Information given:
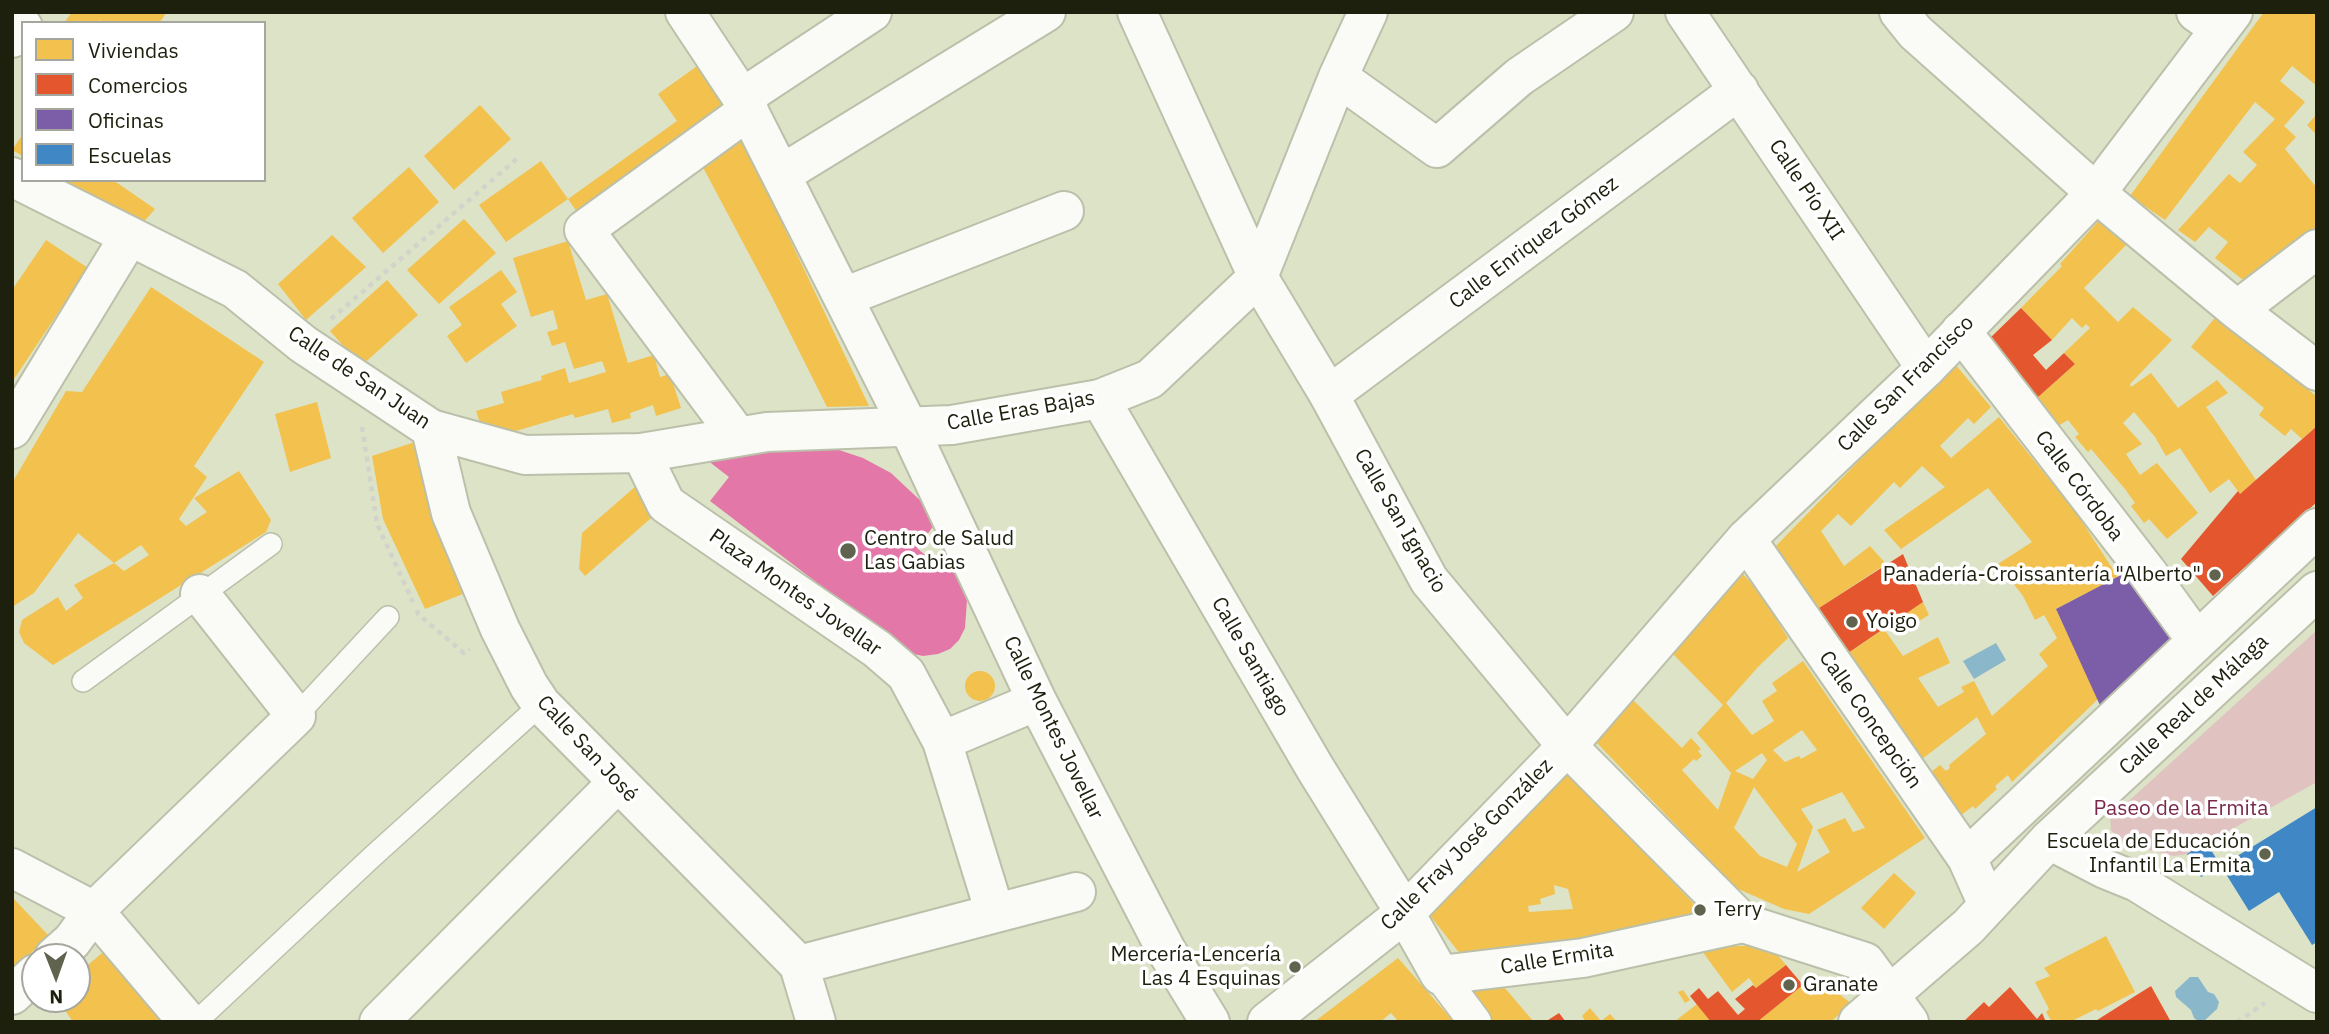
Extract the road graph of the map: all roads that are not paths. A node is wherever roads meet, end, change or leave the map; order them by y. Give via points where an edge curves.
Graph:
1 (685, 12) edge
2 (872, 12) edge
3 (1046, 12) edge
4 (1137, 12) edge
5 (1368, 12) edge
6 (1614, 12) edge
7 (1685, 12) edge
8 (1899, 12) edge
9 (2216, 18) edge
10 (1338, 77) junction
11 (1739, 90) junction
12 (746, 104) junction
13 (782, 174) junction
14 (22, 182) edge
15 (2096, 192) junction
16 (1064, 211) dead end
17 (129, 237) junction
18 (2317, 249) edge
19 (1258, 276) junction
20 (844, 297) junction
21 (2237, 310) junction
22 (1961, 331) junction
23 (1926, 368) junction
24 (2317, 371) edge
25 (1329, 395) junction
26 (1100, 399) junction
27 (909, 428) junction
28 (12, 429) edge
29 (431, 429) junction
30 (737, 435) junction
31 (641, 453) junction
32 (2317, 528) edge
33 (1746, 540) junction
34 (271, 544) dead end
35 (2317, 591) edge
36 (200, 594) junction
37 (388, 617) dead end
38 (2197, 641) junction
39 (83, 681) dead end
40 (1037, 701) junction
41 (296, 716) junction
42 (527, 717) dead end
43 (942, 741) junction
44 (1567, 746) junction
45 (617, 783) junction
46 (2049, 840) junction
47 (1967, 858) junction
48 (12, 868) edge
49 (1076, 892) dead end
50 (1988, 905) junction
51 (94, 911) junction
52 (995, 913) junction
53 (1405, 913) junction
54 (1743, 923) junction
55 (70, 943) edge
56 (799, 965) junction
57 (1440, 975) junction
58 (2317, 993) edge
59 (1899, 1008) edge
60 (188, 1022) edge
61 (196, 1022) edge
62 (379, 1022) edge
63 (816, 1022) edge
64 (1210, 1022) edge
65 (1266, 1022) edge
66 (1475, 1022) edge
67 (1858, 1022) edge

1 - 12 street, Calle Montes Jovellar
2 - 12 street
3 - 13 street
4 - 19 street, Calle San Ignacio
5 - 10 street
6 - 10 street via 1519,77 1437,148
7 - 11 street, Calle Pío XII
8 - 15 street via 1915,32
9 - 15 street, Calle San Francisco
10 - 19 street
11 - 23 street, Calle Pío XII
11 - 25 street, Calle Enriquez Gómez
12 - 13 street, Calle Montes Jovellar
12 - 30 street via 584,230
13 - 20 street, Calle Montes Jovellar
14 - 17 street, Calle de San Juan
15 - 21 street
15 - 22 street, Calle San Francisco
16 - 20 street
17 - 28 street
17 - 29 street, Calle de San Juan via 235,289 303,344
18 - 21 street
19 - 25 street, Calle San Ignacio
19 - 26 street, Calle Eras Bajas via 1150,379
20 - 27 street, Calle Montes Jovellar
21 - 24 street
22 - 23 street, Calle San Francisco
22 - 38 street, Calle Córdoba
23 - 33 street, Calle San Francisco
25 - 44 street, Calle San Ignacio via 1429,580
26 - 27 street, Calle Eras Bajas
26 - 53 street, Calle Santiago
27 - 30 street, Calle de San Juan
27 - 40 street, Calle Montes Jovellar
29 - 31 street, Calle de San Juan via 525,455
29 - 45 street, Calle San José via 451,513 529,686 541,705
30 - 31 street, Calle de San Juan
31 - 43 street, Plaza Montes Jovellar via 666,504 877,649 906,674
32 - 38 street, Calle Real de Málaga
33 - 44 street, Calle San Francisco
33 - 47 street, Calle Concepción
34 - 36 lane
35 - 46 street, Calle Real de Málaga
36 - 39 lane
36 - 41 street
37 - 41 lane
38 - 47 street, Calle Real de Málaga
40 - 43 street
40 - 64 street, Calle Montes Jovellar via 1166,950
41 - 51 street
42 - 61 lane
43 - 52 street, Plaza Montes Jovellar
44 - 53 street, Calle Fray José González
44 - 54 street, Calle San Ignacio
45 - 56 street, Calle San José
45 - 62 street
46 - 50 street, Calle Real de Málaga
46 - 58 street via 2137,882
47 - 50 street, Calle Concepción
48 - 51 street
49 - 52 street
50 - 59 street, Calle Real de Málaga
51 - 55 street
51 - 60 street
52 - 56 street
53 - 57 street
53 - 65 street, Calle Fray José González
54 - 57 street, Calle Ermita via 1583,958
54 - 59 street, Calle San Ignacio via 1865,962
56 - 63 street, Calle San José
57 - 66 street
59 - 67 street, Calle Real de Málaga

What is needed:
The word "Plaza" appears in some lines of the records. Please work out how many and reply with that number only.

Reply to the task:
2